> **AIM OF THE EXERCISE**
Only lines containing the string "above" belong in the answer; find them in the records and copy them.

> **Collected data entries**
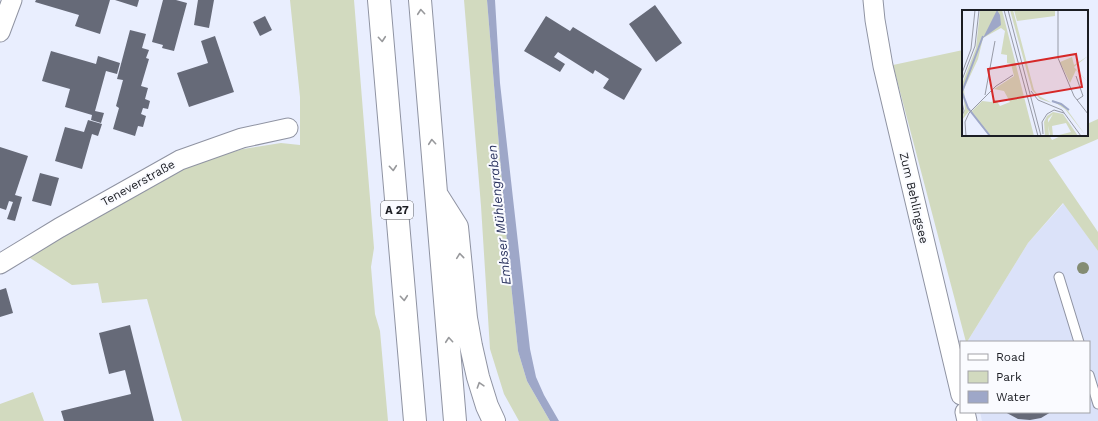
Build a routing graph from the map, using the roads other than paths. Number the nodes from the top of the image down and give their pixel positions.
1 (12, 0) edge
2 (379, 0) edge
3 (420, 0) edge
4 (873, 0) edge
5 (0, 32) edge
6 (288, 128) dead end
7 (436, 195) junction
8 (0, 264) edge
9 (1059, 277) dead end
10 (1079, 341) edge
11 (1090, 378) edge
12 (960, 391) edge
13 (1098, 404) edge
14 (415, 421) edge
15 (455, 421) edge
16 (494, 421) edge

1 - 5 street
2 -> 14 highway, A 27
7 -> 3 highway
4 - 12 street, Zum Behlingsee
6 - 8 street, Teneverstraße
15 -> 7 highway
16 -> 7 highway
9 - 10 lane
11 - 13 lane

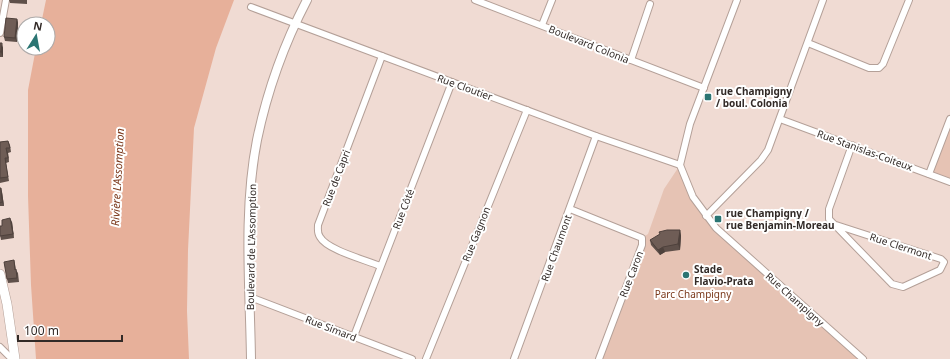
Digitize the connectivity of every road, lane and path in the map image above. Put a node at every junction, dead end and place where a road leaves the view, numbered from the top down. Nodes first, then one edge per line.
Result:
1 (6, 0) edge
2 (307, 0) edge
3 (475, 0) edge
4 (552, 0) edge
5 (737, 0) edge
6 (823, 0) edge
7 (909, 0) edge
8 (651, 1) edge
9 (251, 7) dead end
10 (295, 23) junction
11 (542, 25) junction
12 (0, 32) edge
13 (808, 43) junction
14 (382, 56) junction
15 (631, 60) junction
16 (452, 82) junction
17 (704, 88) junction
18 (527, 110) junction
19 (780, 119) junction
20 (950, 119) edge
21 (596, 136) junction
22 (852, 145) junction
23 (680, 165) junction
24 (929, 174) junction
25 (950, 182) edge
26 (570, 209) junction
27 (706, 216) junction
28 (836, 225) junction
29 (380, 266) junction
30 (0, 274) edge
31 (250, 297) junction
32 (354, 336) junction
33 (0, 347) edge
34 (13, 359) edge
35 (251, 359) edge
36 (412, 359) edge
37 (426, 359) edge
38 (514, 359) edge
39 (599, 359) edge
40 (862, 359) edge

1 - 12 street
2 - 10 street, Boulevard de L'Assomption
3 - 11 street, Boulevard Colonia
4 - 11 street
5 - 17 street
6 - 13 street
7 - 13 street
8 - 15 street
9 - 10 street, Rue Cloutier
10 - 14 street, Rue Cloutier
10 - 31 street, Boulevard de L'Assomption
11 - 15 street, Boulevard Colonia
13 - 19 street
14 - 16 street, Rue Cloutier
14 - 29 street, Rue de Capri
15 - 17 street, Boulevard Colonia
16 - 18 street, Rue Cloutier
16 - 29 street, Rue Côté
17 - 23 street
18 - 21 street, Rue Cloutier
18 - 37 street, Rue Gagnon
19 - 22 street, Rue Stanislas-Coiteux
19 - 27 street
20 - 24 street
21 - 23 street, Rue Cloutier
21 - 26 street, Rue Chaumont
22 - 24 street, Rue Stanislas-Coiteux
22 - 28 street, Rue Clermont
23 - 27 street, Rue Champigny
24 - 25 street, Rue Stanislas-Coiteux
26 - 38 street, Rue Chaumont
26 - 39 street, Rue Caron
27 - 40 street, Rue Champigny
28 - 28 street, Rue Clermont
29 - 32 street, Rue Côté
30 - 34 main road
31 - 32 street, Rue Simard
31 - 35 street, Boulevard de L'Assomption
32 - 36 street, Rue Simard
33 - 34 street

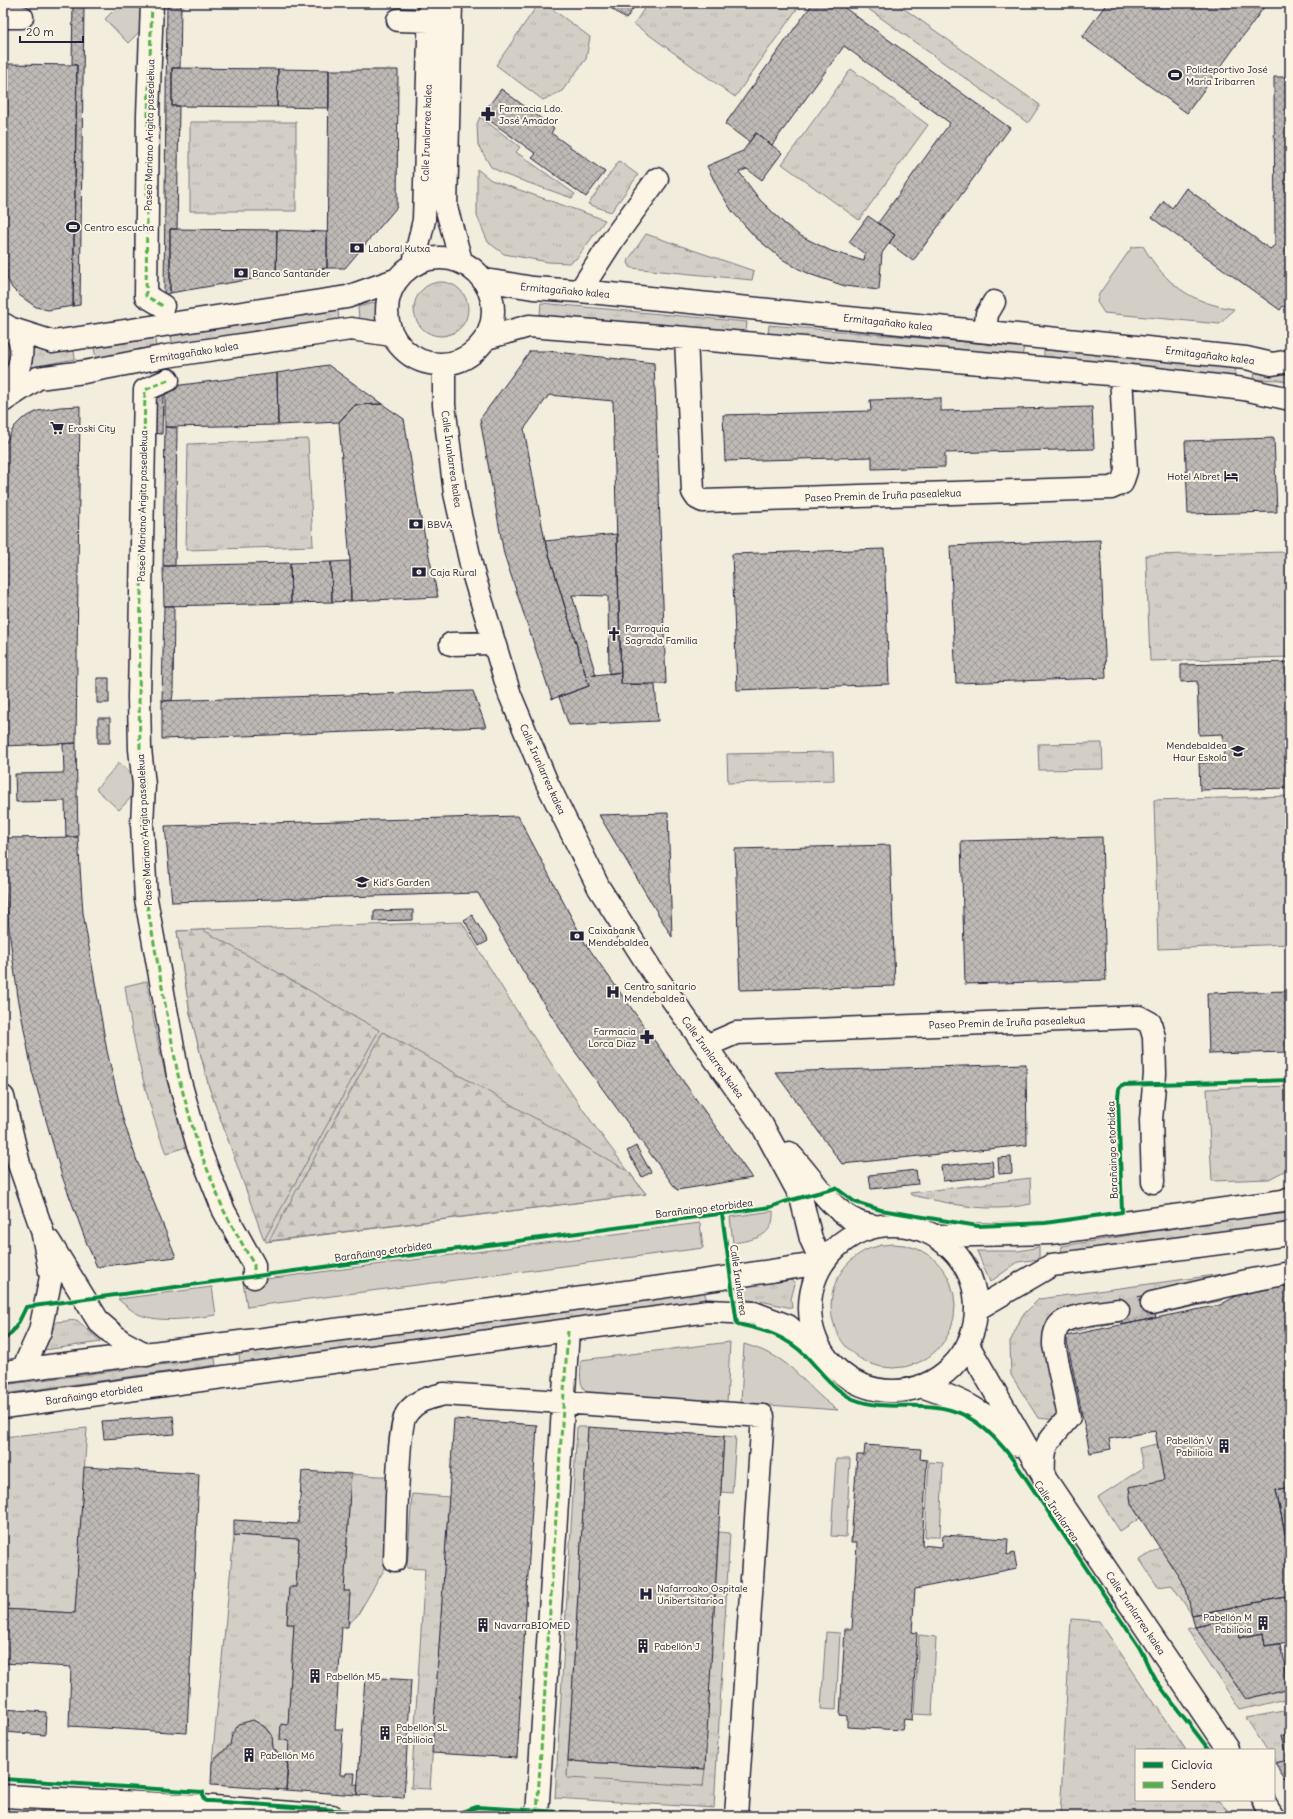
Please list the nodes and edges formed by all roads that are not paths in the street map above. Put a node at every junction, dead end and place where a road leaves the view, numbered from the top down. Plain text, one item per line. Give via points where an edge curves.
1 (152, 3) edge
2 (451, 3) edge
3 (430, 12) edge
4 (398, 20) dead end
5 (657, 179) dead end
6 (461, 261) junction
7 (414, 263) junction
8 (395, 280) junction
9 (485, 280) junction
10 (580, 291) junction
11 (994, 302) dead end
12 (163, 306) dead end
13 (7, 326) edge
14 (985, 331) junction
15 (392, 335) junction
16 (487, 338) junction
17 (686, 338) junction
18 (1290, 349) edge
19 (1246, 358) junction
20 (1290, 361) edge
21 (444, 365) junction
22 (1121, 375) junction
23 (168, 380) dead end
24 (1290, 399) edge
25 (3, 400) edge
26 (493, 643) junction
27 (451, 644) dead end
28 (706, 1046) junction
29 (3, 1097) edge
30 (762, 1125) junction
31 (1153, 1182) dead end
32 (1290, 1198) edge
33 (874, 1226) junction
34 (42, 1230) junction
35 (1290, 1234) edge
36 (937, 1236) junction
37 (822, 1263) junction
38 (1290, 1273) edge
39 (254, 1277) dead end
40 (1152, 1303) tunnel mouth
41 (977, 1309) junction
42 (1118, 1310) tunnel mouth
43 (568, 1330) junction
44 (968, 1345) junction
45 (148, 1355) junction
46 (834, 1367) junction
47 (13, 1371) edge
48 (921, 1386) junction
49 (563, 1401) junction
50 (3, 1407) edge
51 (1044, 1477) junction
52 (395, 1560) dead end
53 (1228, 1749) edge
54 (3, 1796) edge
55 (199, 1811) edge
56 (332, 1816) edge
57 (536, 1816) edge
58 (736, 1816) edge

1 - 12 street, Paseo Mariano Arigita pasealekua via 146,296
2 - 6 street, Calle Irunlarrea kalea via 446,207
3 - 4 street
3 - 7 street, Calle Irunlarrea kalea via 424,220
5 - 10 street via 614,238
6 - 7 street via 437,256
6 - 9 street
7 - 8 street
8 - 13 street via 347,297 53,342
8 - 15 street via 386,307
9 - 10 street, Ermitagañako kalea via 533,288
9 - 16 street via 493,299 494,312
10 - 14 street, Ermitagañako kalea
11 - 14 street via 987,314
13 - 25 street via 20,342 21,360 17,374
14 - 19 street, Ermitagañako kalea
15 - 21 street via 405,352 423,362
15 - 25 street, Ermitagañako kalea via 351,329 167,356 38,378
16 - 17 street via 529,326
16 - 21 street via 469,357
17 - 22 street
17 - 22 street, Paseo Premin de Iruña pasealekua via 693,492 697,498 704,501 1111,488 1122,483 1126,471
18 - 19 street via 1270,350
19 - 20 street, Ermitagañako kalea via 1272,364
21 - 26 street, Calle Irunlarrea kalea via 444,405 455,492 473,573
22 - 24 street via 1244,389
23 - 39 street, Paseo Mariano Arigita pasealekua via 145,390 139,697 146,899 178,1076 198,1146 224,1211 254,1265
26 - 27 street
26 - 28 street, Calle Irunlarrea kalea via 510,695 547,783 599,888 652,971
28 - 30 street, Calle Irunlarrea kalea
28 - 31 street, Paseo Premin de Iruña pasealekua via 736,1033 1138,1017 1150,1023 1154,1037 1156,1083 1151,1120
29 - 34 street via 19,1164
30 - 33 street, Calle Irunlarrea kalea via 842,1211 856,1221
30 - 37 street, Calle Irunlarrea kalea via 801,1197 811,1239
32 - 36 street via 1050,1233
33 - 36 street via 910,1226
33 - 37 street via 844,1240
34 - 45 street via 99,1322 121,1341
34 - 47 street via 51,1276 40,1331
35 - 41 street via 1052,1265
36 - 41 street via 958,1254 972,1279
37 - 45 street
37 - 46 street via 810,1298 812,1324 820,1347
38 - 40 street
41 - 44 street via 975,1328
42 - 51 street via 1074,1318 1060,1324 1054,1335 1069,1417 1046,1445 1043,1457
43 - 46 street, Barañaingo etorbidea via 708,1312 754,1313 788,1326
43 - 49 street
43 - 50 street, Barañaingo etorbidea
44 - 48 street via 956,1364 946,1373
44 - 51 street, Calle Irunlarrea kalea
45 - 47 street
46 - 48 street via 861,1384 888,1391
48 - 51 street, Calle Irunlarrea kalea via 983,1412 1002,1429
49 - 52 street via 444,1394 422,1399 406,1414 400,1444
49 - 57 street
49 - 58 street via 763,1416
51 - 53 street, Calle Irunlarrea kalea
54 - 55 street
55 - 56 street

> **WRITTEN RESPONSE**
Digitize the connectivity of every road, lane and path in the map image above. Put a node at every junction, dead end and place where a road leaves the view, numbered from the top down. Nodes first, then one edge per line.
Please list the nodes and edges formed by all roads that are not paths in the street map above. Put a node at every junction, dead end and place where a road leaves the view, numbered from the top down. Plain text, one item per line. Give via points where an edge curves.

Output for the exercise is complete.